With the images set aside, retype every record below character for character.
+--
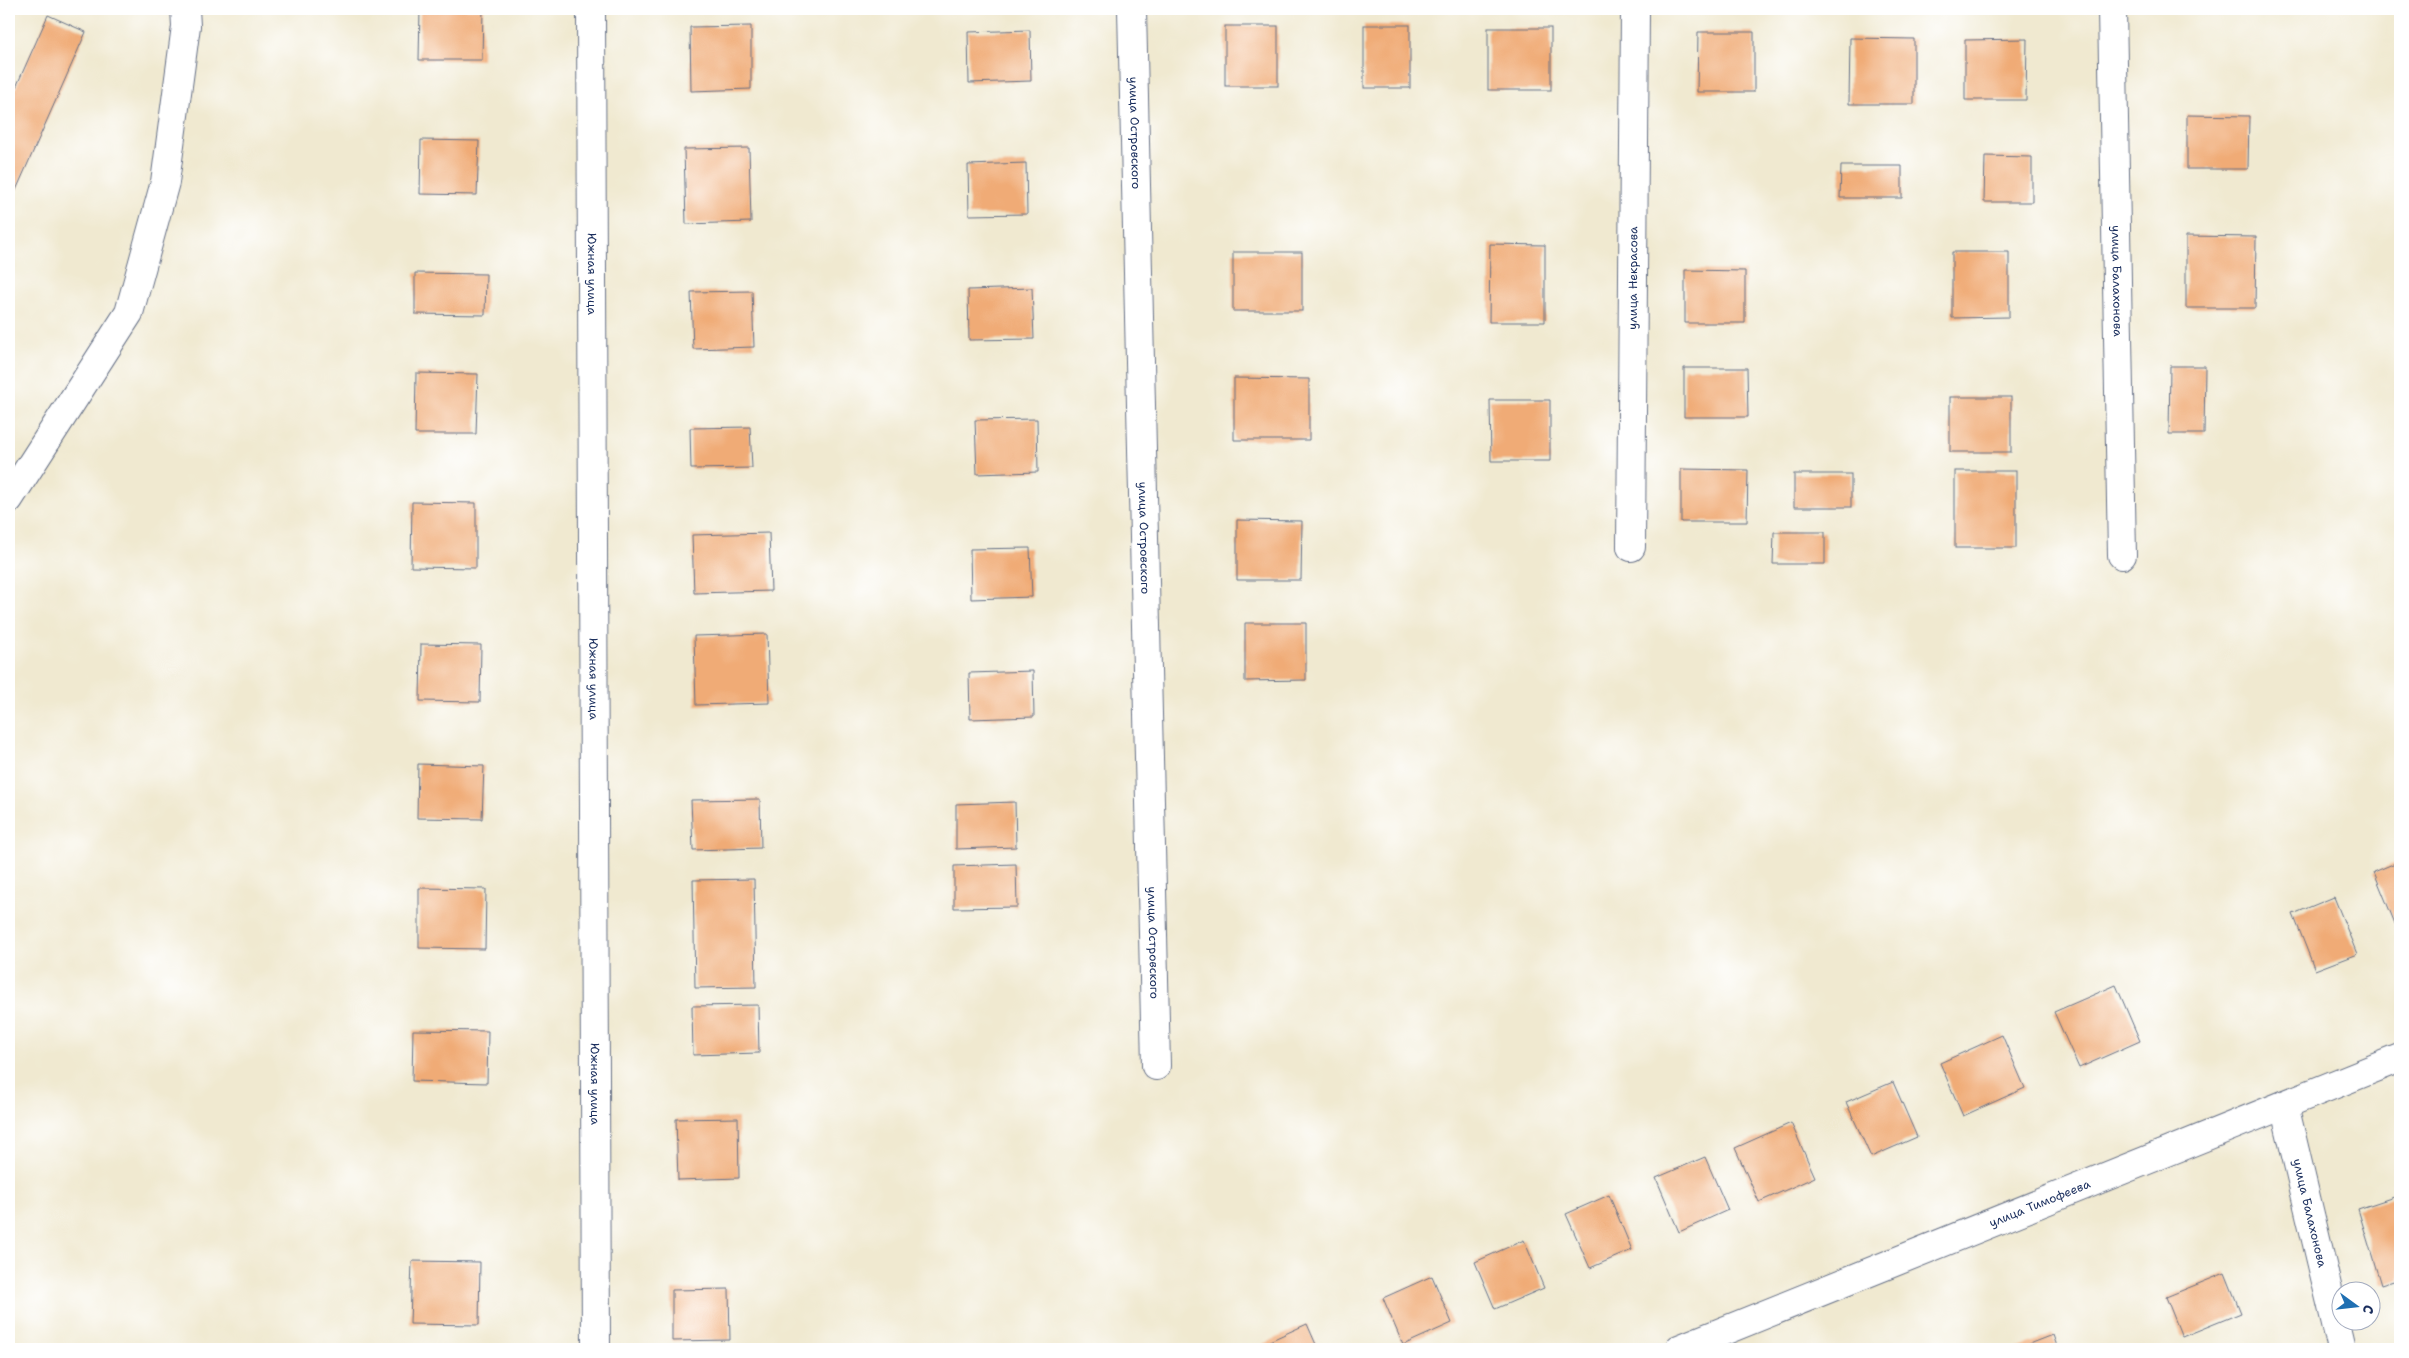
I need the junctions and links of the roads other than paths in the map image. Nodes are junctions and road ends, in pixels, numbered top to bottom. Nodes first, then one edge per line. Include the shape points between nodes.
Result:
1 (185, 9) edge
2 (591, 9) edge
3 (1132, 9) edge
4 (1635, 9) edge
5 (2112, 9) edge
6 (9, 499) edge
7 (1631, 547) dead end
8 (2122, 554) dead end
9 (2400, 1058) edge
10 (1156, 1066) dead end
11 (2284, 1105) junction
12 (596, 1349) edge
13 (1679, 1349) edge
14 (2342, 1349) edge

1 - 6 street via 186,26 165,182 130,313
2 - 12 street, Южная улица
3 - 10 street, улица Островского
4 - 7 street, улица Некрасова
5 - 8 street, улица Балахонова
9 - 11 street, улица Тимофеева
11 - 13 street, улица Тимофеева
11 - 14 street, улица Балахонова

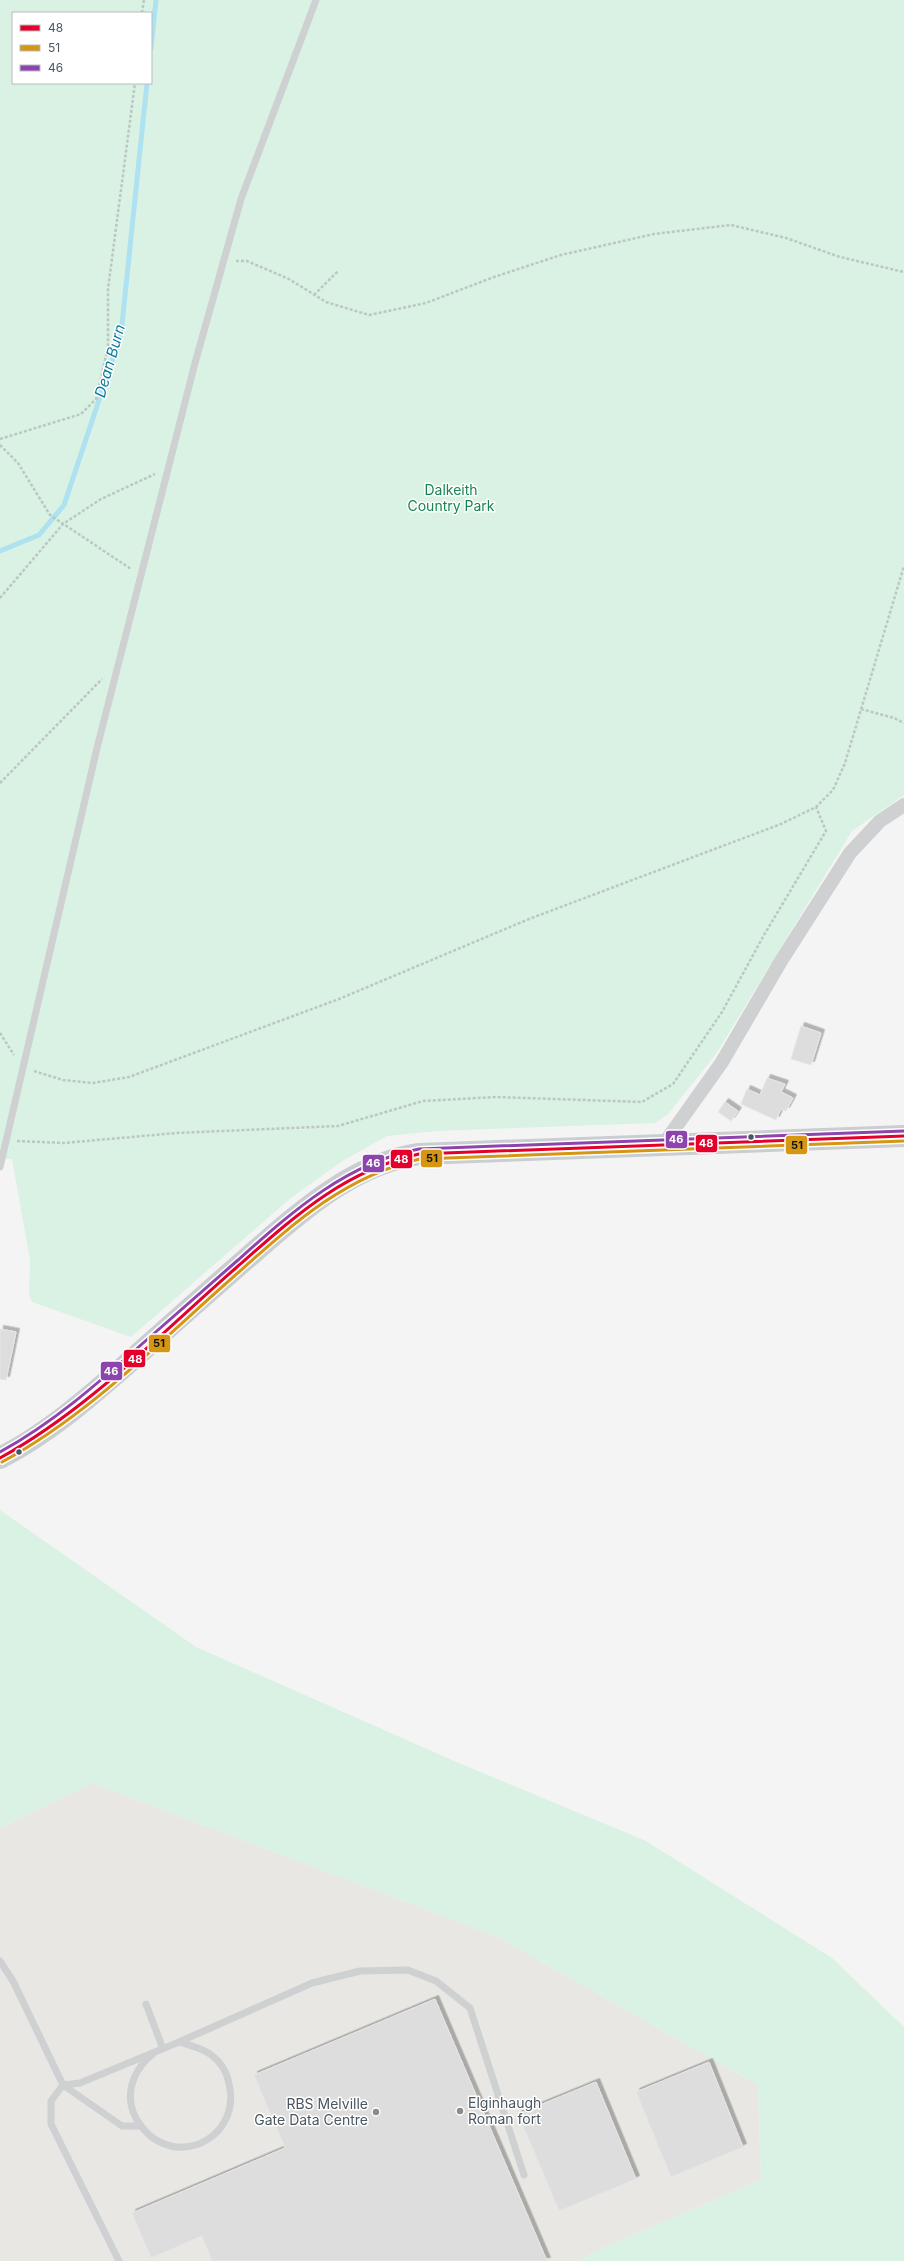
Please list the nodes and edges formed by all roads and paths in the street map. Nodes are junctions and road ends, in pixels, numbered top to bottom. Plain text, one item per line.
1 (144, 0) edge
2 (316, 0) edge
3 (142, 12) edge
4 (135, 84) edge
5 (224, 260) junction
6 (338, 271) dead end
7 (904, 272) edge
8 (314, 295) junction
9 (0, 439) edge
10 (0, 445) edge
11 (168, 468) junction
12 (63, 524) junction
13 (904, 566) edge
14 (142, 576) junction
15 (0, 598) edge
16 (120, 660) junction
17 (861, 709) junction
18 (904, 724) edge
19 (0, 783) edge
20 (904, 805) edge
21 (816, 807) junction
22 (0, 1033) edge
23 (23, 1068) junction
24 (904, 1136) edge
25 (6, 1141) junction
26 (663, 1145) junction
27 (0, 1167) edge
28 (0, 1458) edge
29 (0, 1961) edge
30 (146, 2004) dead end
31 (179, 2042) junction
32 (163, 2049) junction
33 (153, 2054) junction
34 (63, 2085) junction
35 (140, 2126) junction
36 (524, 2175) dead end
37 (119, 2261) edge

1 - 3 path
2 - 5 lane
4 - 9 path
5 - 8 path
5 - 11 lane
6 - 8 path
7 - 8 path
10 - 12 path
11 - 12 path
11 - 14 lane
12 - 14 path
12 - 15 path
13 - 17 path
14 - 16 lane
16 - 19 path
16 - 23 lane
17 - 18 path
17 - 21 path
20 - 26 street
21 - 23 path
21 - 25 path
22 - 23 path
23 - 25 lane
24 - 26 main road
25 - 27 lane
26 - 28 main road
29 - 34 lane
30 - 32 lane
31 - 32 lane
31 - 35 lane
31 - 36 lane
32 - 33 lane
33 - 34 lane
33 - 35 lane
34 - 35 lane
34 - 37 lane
+--
**Answer to the exercise**
I need the junctions and links of the roads other than paths in the map image. Nodes are junctions and road ends, in pixels, numbered top to bottom. Nodes first, then one edge per line. Include the shape points between nodes.
Result:
1 (185, 9) edge
2 (591, 9) edge
3 (1132, 9) edge
4 (1635, 9) edge
5 (2112, 9) edge
6 (9, 499) edge
7 (1631, 547) dead end
8 (2122, 554) dead end
9 (2400, 1058) edge
10 (1156, 1066) dead end
11 (2284, 1105) junction
12 (596, 1349) edge
13 (1679, 1349) edge
14 (2342, 1349) edge

1 - 6 street via 186,26 165,182 130,313
2 - 12 street, Южная улица
3 - 10 street, улица Островского
4 - 7 street, улица Некрасова
5 - 8 street, улица Балахонова
9 - 11 street, улица Тимофеева
11 - 13 street, улица Тимофеева
11 - 14 street, улица Балахонова

Please list the nodes and edges formed by all roads and paths in the street map. Nodes are junctions and road ends, in pixels, numbered top to bottom. Plain text, one item per line.
1 (144, 0) edge
2 (316, 0) edge
3 (142, 12) edge
4 (135, 84) edge
5 (224, 260) junction
6 (338, 271) dead end
7 (904, 272) edge
8 (314, 295) junction
9 (0, 439) edge
10 (0, 445) edge
11 (168, 468) junction
12 (63, 524) junction
13 (904, 566) edge
14 (142, 576) junction
15 (0, 598) edge
16 (120, 660) junction
17 (861, 709) junction
18 (904, 724) edge
19 (0, 783) edge
20 (904, 805) edge
21 (816, 807) junction
22 (0, 1033) edge
23 (23, 1068) junction
24 (904, 1136) edge
25 (6, 1141) junction
26 (663, 1145) junction
27 (0, 1167) edge
28 (0, 1458) edge
29 (0, 1961) edge
30 (146, 2004) dead end
31 (179, 2042) junction
32 (163, 2049) junction
33 (153, 2054) junction
34 (63, 2085) junction
35 (140, 2126) junction
36 (524, 2175) dead end
37 (119, 2261) edge

1 - 3 path
2 - 5 lane
4 - 9 path
5 - 8 path
5 - 11 lane
6 - 8 path
7 - 8 path
10 - 12 path
11 - 12 path
11 - 14 lane
12 - 14 path
12 - 15 path
13 - 17 path
14 - 16 lane
16 - 19 path
16 - 23 lane
17 - 18 path
17 - 21 path
20 - 26 street
21 - 23 path
21 - 25 path
22 - 23 path
23 - 25 lane
24 - 26 main road
25 - 27 lane
26 - 28 main road
29 - 34 lane
30 - 32 lane
31 - 32 lane
31 - 35 lane
31 - 36 lane
32 - 33 lane
33 - 34 lane
33 - 35 lane
34 - 35 lane
34 - 37 lane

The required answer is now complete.